Douthat thinks yesterday's results are bad for the Palin wing of the GOP:
The G.O.P. leadership is still going to be constrained (hopefully in positive, deficit-reducing ways, rather than negative, let’s-shut-down-the-government ways) by the activists who helped put them in power, and there will probably be an even stronger crop of Tea Party insurgents running against incumbent Republicans in the 2012 Senate and House primaries. But I do think that the fate of Sharron Angle and Christine O’Donnell, and the likely fates of Ken Buck and Joe Miller, sharply reduce the chances of a purely Tea Party-affiliated candidate a Sarah Palin, a Jim DeMint, or someone else entirely winning the G.O.P. nomination for president. (Though admittedly, I never thought those chances were that high to begin with.) Come 2012, there’s going to be an enormous appetite among Republican voters for someone who can actually beat Obama in a hard-fought general election campaign and for all their victories last night, the Tea Parties still haven’t proven that their more polarizing candidates can win the hardest, most-contested and highest-profile races.

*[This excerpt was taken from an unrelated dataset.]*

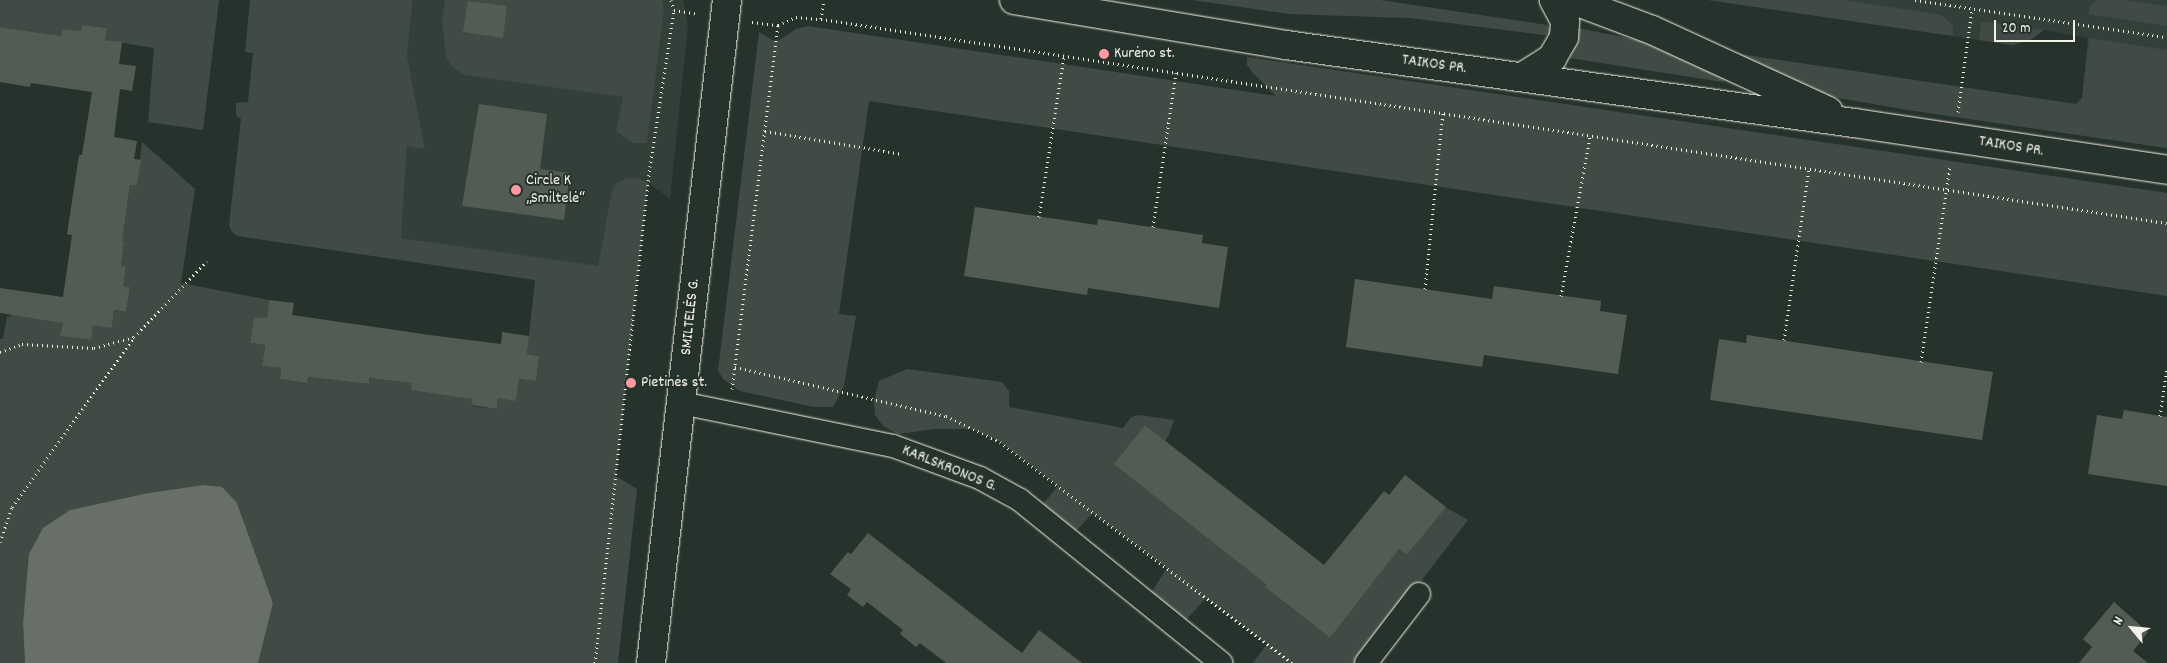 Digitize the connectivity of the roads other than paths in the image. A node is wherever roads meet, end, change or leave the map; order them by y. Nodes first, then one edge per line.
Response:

It seems to me that last night will not matter much in the primary battle for 2012. What will matter is whether the base is satisfied merely with Obama-bashing for two more years or whether they actually expect some fiscal reform from the GOP. Boehner will have to pretend for the next two years that he is interested in cutting the size of government. If he doesn't pretend well enough, there may be a Tea-Party revolt and third party breakout. Palin, one senses, would much rather "go rogue" than go easily if the GOP establishment finds their man. Noah Millman is more succinct:
Republicans nominated very right-wing candidates who seemed like plausible Senators in Florida and Pennsylvania. They won. They also nominated very right-wing candidates who seemed like lunatics in Nevada, Delaware and Alaska. They lost. ... There is a lesson here: don’t nominate candidates who seem like lunatics. You would think this would be an easy lesson to learn.